• _Supplied data_
▬▬▬▬▬▬▬▬▬▬

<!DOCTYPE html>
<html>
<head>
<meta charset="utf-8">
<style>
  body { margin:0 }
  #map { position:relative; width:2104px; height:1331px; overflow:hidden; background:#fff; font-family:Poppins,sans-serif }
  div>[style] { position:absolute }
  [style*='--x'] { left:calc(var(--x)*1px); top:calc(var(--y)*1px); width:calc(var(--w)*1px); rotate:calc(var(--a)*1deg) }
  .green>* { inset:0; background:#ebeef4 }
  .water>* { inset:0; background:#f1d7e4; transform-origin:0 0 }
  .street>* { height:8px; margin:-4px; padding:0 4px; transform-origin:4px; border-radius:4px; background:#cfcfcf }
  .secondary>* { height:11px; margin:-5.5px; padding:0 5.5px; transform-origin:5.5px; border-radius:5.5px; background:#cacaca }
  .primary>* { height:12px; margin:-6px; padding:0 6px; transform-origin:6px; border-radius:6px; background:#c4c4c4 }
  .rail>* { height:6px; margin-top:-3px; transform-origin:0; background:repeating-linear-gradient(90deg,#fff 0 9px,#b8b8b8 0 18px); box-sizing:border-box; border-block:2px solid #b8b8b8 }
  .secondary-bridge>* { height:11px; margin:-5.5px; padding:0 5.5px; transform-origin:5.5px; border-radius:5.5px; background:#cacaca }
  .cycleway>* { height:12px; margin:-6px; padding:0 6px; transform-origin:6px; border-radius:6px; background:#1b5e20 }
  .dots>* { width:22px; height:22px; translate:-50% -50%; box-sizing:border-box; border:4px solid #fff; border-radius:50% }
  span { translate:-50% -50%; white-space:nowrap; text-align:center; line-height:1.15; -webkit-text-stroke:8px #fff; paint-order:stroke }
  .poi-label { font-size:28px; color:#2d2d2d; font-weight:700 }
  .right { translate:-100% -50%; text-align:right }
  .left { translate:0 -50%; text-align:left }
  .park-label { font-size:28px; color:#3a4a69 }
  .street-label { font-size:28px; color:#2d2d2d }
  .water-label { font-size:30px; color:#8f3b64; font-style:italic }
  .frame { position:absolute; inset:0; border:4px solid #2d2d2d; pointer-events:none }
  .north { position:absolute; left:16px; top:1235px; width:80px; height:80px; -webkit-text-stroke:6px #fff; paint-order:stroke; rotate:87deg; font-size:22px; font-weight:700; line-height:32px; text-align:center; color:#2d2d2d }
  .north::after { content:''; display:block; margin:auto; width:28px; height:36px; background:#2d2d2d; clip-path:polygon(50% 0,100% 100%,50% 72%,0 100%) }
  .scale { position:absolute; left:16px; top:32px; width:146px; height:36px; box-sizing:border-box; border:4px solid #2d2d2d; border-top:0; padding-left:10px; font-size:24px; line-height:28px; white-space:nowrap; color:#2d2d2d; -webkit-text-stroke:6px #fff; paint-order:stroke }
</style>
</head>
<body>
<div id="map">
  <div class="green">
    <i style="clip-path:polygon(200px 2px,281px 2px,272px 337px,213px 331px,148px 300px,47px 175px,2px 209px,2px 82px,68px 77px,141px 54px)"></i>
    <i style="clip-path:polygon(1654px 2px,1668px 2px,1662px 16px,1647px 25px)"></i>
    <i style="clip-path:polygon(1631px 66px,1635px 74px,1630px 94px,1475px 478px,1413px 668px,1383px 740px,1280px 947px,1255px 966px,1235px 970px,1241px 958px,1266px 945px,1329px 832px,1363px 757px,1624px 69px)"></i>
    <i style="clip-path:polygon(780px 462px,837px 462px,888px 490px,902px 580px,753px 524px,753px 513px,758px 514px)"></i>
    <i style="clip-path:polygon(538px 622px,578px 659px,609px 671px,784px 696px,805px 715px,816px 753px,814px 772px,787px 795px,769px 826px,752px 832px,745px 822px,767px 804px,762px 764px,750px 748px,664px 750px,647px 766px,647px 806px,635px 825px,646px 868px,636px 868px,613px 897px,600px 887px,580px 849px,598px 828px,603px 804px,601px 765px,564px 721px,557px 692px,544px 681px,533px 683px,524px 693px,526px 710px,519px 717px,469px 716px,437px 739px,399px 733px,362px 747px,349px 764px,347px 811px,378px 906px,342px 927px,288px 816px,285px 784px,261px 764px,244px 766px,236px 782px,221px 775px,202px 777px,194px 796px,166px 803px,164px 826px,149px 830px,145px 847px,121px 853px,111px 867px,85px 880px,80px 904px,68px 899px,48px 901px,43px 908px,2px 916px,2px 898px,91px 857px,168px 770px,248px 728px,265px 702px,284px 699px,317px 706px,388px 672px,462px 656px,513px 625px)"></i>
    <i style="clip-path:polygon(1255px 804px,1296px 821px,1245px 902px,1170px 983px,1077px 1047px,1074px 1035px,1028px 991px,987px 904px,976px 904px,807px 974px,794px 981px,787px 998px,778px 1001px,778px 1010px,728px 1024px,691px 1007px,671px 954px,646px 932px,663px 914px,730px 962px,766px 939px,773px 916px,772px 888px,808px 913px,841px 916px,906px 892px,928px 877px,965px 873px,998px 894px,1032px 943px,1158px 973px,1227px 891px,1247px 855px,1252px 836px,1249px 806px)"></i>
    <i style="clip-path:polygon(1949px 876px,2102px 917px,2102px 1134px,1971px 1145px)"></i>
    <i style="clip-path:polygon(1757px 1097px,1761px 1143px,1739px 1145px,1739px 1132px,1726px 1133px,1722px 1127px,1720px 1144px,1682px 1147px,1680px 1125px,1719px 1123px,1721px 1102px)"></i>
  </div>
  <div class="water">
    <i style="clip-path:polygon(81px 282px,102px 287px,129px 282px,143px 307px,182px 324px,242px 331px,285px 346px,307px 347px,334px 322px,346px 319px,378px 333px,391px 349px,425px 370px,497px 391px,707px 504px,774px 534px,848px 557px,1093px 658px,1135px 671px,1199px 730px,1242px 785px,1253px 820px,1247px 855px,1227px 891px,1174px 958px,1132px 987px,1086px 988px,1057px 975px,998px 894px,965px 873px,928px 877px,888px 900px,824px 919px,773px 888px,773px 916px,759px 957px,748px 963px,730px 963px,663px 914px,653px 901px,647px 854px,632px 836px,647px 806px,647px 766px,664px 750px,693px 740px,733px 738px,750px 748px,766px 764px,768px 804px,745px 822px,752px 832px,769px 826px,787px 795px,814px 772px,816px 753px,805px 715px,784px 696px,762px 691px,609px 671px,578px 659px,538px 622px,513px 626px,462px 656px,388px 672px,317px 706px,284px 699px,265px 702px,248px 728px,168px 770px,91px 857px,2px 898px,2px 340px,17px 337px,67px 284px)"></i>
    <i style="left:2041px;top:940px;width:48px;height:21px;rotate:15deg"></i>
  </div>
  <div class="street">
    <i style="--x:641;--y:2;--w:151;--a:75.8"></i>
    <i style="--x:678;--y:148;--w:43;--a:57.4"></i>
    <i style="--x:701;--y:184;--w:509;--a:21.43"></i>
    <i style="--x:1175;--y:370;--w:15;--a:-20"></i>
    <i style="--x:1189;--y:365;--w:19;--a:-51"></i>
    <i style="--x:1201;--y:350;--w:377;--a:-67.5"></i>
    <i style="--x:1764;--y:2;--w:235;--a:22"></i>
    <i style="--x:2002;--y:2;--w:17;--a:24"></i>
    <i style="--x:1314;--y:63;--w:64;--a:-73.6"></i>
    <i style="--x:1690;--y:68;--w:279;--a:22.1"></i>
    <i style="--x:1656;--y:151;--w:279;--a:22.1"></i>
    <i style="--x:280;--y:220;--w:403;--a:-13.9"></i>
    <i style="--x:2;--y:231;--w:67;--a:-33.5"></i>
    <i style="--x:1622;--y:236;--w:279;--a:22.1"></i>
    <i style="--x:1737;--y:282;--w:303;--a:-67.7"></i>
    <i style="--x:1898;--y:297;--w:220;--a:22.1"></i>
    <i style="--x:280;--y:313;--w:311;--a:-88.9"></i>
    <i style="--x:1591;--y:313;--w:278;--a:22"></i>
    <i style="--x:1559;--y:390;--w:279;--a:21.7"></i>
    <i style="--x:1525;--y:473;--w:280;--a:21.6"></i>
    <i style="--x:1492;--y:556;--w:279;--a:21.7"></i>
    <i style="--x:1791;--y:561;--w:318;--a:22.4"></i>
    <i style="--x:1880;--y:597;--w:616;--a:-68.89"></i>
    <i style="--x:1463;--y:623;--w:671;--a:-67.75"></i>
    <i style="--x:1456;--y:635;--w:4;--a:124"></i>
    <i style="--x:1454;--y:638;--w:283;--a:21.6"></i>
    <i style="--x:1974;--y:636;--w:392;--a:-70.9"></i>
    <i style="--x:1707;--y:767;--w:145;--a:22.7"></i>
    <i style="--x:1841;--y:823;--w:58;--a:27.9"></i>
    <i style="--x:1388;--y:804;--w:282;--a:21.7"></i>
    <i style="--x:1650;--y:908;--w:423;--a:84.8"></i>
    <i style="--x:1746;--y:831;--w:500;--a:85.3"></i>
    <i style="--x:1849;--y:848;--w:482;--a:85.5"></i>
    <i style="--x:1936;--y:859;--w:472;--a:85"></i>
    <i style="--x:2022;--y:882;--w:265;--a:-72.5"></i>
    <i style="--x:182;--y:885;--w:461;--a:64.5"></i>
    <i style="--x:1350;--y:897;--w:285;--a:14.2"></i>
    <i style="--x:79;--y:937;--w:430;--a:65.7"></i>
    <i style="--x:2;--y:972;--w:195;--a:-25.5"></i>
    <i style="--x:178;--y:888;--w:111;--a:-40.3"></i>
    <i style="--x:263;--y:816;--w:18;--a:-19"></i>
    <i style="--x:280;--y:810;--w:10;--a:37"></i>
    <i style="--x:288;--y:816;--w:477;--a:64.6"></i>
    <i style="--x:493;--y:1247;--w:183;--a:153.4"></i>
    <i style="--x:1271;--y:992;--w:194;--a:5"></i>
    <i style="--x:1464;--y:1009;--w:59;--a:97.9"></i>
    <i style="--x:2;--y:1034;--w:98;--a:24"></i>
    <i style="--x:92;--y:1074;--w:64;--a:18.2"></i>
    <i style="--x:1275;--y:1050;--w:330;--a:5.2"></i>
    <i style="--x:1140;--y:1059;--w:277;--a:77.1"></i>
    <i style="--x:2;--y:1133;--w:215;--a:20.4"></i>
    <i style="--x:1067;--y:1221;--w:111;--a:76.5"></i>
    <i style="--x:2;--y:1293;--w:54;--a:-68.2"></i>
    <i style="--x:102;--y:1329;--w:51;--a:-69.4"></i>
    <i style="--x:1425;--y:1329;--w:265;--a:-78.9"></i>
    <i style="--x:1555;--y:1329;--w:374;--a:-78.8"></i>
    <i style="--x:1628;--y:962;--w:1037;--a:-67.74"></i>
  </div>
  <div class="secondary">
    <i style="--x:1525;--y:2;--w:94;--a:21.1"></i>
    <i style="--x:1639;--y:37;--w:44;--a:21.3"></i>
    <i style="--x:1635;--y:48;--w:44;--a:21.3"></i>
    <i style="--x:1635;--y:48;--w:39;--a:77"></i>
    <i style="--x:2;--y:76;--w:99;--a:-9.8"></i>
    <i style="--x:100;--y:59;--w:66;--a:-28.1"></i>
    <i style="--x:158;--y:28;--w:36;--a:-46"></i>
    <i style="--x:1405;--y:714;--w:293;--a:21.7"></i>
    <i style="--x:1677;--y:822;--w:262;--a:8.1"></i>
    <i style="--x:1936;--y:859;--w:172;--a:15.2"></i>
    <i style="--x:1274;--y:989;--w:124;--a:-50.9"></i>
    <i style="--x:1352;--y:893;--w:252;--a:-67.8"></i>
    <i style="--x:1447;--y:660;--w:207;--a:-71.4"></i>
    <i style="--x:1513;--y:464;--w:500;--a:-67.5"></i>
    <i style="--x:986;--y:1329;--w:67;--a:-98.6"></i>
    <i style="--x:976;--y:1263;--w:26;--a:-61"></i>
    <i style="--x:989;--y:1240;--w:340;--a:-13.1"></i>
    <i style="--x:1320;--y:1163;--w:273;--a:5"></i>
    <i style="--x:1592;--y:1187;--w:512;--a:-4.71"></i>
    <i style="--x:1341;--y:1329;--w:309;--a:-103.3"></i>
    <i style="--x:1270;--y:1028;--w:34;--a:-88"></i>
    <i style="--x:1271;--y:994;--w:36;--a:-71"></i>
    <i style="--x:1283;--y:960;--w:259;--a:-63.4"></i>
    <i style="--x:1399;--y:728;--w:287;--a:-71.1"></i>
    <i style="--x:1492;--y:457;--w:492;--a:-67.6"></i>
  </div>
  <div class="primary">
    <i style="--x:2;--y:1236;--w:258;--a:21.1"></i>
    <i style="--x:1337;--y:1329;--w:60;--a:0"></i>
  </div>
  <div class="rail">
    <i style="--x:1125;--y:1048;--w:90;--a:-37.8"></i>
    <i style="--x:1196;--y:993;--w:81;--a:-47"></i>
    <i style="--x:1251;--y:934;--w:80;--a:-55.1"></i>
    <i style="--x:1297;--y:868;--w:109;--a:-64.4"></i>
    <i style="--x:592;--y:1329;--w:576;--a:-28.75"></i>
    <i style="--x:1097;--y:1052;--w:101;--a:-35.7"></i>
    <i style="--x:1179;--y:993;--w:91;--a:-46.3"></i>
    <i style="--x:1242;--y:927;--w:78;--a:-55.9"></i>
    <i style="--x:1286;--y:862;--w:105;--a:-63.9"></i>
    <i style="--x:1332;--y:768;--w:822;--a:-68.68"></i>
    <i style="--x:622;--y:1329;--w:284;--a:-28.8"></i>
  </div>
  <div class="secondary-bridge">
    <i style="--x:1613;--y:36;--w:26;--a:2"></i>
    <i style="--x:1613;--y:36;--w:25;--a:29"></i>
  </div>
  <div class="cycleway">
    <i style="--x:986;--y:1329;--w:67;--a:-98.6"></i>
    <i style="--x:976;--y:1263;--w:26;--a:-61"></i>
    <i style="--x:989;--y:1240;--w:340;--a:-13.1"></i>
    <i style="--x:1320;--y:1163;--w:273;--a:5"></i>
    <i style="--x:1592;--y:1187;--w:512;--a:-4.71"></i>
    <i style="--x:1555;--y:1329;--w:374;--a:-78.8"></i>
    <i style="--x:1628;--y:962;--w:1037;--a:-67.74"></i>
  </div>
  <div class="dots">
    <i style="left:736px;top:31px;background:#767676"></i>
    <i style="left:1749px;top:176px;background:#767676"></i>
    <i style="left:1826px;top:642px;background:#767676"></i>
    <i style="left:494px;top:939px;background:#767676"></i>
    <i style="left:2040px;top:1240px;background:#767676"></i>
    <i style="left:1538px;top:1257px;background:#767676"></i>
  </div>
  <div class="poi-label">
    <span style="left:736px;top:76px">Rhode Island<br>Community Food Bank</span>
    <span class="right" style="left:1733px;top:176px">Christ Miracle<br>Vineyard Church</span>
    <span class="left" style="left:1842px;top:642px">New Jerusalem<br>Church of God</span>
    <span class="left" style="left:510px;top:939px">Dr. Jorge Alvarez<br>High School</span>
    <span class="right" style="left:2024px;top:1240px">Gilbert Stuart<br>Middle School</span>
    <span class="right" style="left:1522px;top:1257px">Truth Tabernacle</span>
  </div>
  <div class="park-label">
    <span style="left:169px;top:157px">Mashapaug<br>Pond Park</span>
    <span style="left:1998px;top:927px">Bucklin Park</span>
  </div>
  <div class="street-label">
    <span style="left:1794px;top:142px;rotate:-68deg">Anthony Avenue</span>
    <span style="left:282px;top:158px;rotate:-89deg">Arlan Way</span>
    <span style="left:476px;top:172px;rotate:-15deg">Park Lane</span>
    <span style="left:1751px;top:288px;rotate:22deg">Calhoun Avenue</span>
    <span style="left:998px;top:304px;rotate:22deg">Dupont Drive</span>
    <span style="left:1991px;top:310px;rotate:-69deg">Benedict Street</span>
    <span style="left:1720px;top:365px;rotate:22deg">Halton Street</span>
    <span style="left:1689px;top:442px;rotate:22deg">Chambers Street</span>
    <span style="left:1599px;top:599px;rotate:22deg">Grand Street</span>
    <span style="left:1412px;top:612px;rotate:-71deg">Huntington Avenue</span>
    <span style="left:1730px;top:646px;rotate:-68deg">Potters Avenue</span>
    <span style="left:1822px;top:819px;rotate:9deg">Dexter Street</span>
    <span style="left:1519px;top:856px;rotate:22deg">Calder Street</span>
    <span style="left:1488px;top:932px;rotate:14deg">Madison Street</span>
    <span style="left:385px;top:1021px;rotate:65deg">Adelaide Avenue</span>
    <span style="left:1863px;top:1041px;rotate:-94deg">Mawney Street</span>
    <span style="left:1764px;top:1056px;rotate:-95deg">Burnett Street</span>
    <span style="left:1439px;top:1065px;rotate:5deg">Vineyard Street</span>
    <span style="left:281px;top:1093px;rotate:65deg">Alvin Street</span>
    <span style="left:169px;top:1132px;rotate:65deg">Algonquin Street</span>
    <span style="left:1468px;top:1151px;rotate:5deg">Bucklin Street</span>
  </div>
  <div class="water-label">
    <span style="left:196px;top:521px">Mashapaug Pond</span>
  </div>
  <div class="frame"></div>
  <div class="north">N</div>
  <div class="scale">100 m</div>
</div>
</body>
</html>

▬▬▬▬▬▬▬▬▬▬

• _Directions for this task_
In the listing above, find the line containing "position:relative; width:2104px; height:1331px;" and the line containing "inset:0; background:#f1d7e4; transform-origin:0", then retype both and every line between them exactly, with nothing else.

• _Result_
  #map { position:relative; width:2104px; height:1331px; overflow:hidden; background:#fff; font-family:Poppins,sans-serif }
  div>[style] { position:absolute }
  [style*='--x'] { left:calc(var(--x)*1px); top:calc(var(--y)*1px); width:calc(var(--w)*1px); rotate:calc(var(--a)*1deg) }
  .green>* { inset:0; background:#ebeef4 }
  .water>* { inset:0; background:#f1d7e4; transform-origin:0 0 }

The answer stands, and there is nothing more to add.